In June 1962, fewer than 100 people attend the first SDS convention at Port Huron, Michigan. The group adopts an official political manifesto, the Port Huron Statement, based largely on a draft by Tom Hayden (later of the Chicago Seven).

We are people of this generation, bred in at least modest comfort, housed now in universities, looking uncomfortably to the world we inherit.

First line of The Port Huron Statement
Oct. 15, 1962

The power of the Port Huron Statement lies in the concept of a participatory democracy, in which people take part in making decisions that affect their lives. This view of political ownership is a central theme in the rise of the New Left. By 1965, the SDS can easily assemble 25,000 protestors; by '68 there are 50,000 SDS members.

Growth brings conflict. In 1969, the last SDS convention degenerates into bickering among competing factions. Members withdraw to splinter groups, and the SDS collapses.

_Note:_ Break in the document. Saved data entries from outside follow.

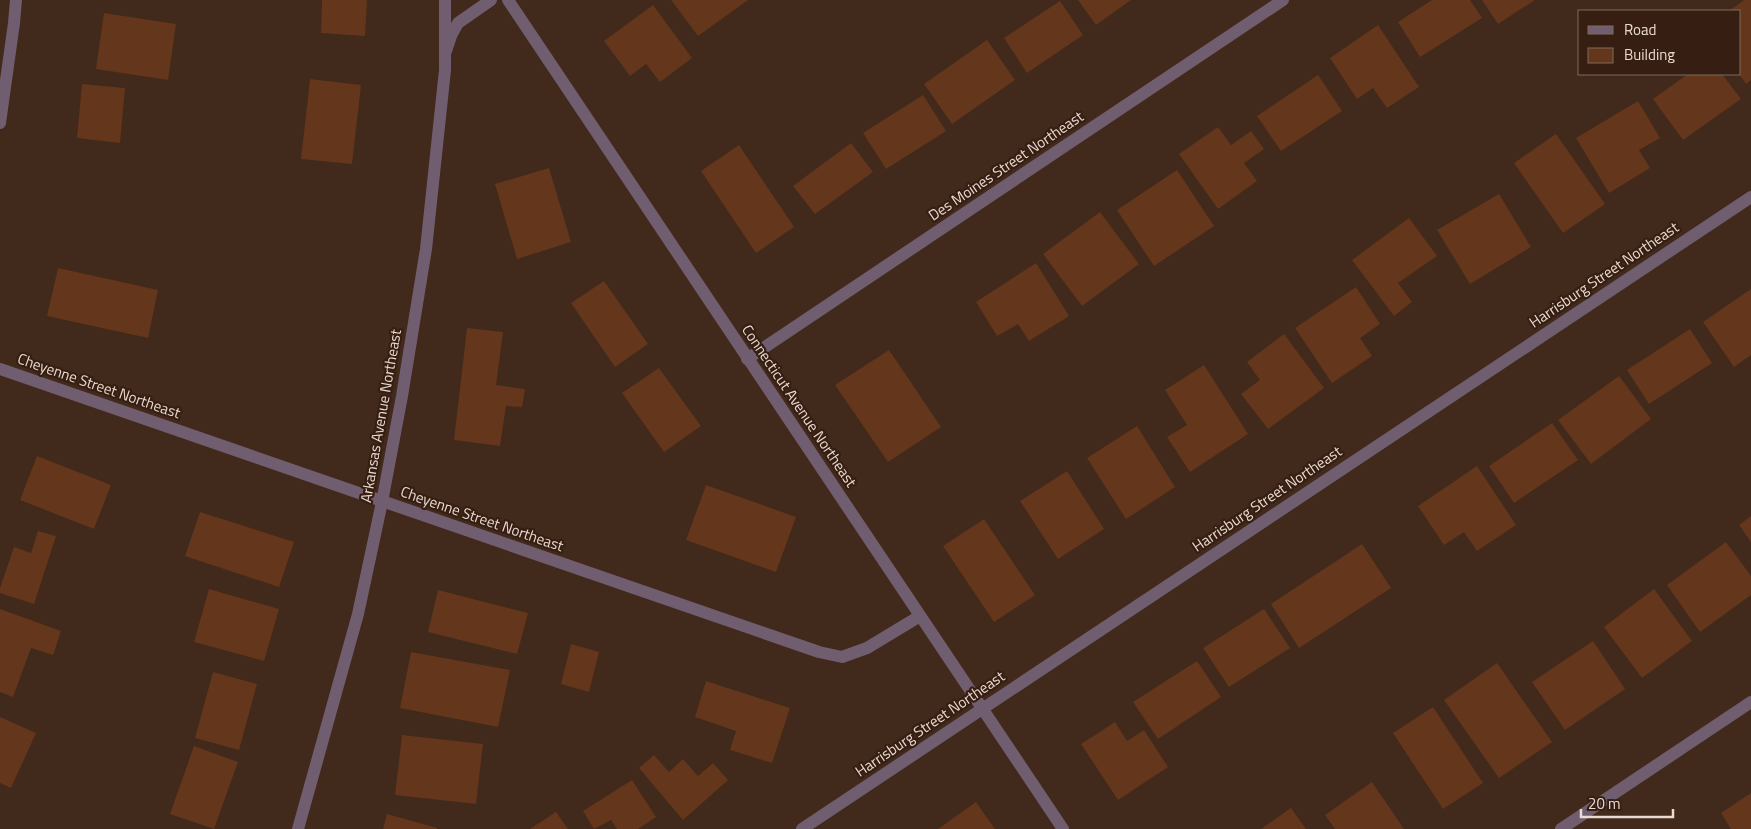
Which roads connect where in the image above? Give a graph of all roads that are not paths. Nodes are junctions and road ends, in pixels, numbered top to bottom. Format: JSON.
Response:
{"nodes":[{"id":1,"x":16,"y":0,"type":"edge"},
{"id":2,"x":445,"y":0,"type":"edge"},
{"id":3,"x":491,"y":0,"type":"edge"},
{"id":4,"x":1283,"y":0,"type":"edge"},
{"id":5,"x":513,"y":2,"type":"edge"},
{"id":6,"x":444,"y":56,"type":"junction"},
{"id":7,"x":0,"y":123,"type":"edge"},
{"id":8,"x":1751,"y":197,"type":"edge"},
{"id":9,"x":747,"y":359,"type":"junction"},
{"id":10,"x":0,"y":369,"type":"edge"},
{"id":11,"x":382,"y":502,"type":"junction"},
{"id":12,"x":920,"y":616,"type":"junction"},
{"id":13,"x":1751,"y":702,"type":"edge"},
{"id":14,"x":982,"y":708,"type":"junction"},
{"id":15,"x":298,"y":829,"type":"edge"},
{"id":16,"x":802,"y":829,"type":"edge"},
{"id":17,"x":1063,"y":829,"type":"edge"},
{"id":18,"x":1561,"y":829,"type":"edge"}],
"edges":[{"from":1,"to":7,"type":"street"},
{"from":2,"to":6,"type":"street","name":"Arkansas Avenue Northeast"},
{"from":3,"to":6,"type":"street"},
{"from":4,"to":9,"type":"street","name":"Des Moines Street Northeast"},
{"from":5,"to":9,"type":"street","name":"Connecticut Avenue Northeast"},
{"from":6,"to":11,"type":"street","name":"Arkansas Avenue Northeast"},
{"from":8,"to":14,"type":"street","name":"Harrisburg Street Northeast"},
{"from":9,"to":12,"type":"street","name":"Connecticut Avenue Northeast"},
{"from":10,"to":11,"type":"street","name":"Cheyenne Street Northeast"},
{"from":11,"to":12,"type":"street","name":"Cheyenne Street Northeast"},
{"from":11,"to":15,"type":"street","name":"Arkansas Avenue Northeast"},
{"from":12,"to":14,"type":"street","name":"Connecticut Avenue Northeast"},
{"from":13,"to":18,"type":"street"},
{"from":14,"to":16,"type":"street","name":"Harrisburg Street Northeast"},
{"from":14,"to":17,"type":"street","name":"Connecticut Avenue Northeast"}]}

The most notorious SDS offshoot, the Weathermen, find their name in a Bob Dylan song, Subterranean Homesick Blues. The lyrics suggest a coming revolt: "You don't need a weatherman to know which way the wind blows." In '69, the Weathermen launch a wave of domestic terrorism and bombing that will last into the '70s.

Most of the Weathermen surrendered to authorities; some were captured; a few others remain in hiding. Tom Hayden moved to California, served in the state Senate, and remains involved in politics.